Count every line of the data that includes "nodes". State only the number.

++++ DATA UNDER STUDY ++++

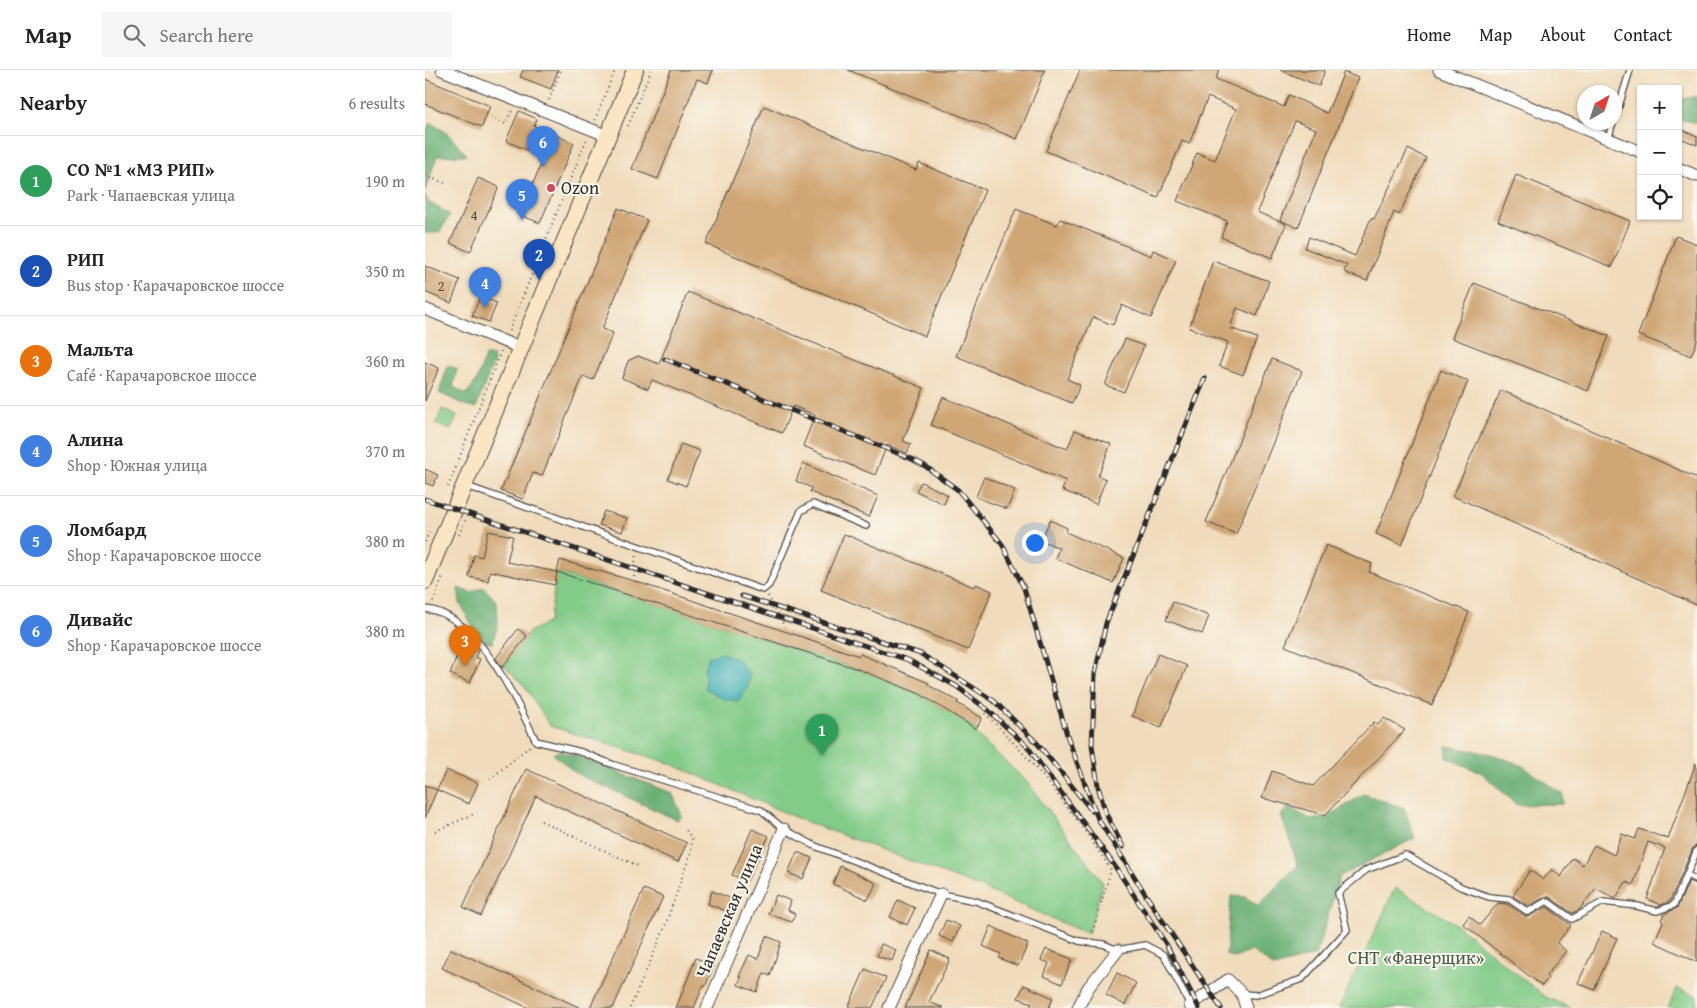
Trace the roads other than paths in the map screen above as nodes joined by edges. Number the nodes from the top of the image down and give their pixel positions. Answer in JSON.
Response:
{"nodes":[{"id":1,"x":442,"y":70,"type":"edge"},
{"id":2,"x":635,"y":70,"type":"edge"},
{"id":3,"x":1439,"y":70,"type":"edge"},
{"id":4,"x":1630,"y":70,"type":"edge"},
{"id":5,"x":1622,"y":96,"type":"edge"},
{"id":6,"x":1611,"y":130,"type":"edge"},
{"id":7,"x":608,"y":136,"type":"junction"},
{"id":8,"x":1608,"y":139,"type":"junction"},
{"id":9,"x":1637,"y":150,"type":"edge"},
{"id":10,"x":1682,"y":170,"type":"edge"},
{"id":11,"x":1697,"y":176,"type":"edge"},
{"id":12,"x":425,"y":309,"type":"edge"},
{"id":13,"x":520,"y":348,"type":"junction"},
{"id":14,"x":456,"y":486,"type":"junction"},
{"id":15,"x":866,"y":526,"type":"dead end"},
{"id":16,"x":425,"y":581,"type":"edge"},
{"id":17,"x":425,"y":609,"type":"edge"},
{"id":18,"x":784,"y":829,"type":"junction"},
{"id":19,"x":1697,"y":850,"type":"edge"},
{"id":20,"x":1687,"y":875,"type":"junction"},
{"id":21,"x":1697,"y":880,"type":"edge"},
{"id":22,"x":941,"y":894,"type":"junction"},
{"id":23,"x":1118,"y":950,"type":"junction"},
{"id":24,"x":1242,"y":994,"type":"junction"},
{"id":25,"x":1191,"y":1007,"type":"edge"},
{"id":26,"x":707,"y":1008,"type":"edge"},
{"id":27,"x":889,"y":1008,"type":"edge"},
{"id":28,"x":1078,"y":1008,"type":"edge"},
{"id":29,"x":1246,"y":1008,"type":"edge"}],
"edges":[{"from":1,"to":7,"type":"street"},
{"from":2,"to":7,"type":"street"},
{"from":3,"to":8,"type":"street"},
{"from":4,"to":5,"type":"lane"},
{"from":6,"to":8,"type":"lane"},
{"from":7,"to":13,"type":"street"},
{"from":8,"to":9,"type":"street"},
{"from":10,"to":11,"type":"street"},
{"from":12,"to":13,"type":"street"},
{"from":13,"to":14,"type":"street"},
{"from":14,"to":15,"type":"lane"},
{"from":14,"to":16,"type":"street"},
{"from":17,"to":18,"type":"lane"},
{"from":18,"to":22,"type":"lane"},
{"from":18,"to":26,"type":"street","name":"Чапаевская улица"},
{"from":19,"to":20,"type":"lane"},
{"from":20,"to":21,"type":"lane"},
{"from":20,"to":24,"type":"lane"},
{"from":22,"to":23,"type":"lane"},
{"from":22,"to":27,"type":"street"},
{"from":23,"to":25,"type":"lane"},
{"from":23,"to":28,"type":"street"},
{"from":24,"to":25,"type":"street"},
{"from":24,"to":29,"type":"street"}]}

++++
++++ DATA UNDER STUDY ++++

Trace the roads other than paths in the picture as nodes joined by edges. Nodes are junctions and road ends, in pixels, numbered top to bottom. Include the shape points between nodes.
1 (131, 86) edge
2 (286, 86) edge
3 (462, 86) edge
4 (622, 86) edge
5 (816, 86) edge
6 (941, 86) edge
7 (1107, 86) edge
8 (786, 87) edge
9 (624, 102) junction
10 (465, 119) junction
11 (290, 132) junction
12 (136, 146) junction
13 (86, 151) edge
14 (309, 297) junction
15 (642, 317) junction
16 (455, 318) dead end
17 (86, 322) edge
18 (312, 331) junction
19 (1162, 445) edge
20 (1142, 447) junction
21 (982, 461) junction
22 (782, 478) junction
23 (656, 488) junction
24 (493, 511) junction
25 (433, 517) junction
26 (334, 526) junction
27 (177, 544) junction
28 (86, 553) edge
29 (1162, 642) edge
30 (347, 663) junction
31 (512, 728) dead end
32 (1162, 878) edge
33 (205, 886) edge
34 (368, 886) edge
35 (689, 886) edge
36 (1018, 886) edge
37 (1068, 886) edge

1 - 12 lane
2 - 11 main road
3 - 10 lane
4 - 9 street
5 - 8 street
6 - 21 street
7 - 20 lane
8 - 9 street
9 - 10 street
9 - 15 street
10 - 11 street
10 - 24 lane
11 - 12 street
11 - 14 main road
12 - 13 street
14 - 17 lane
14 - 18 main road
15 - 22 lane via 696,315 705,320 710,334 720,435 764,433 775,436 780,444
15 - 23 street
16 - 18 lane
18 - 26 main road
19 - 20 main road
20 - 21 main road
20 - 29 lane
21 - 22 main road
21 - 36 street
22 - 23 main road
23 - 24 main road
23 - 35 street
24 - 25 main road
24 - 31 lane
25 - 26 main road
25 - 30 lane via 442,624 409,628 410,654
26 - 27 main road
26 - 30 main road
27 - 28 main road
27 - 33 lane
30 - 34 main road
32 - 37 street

++++

◆ **RESPONSE**: 3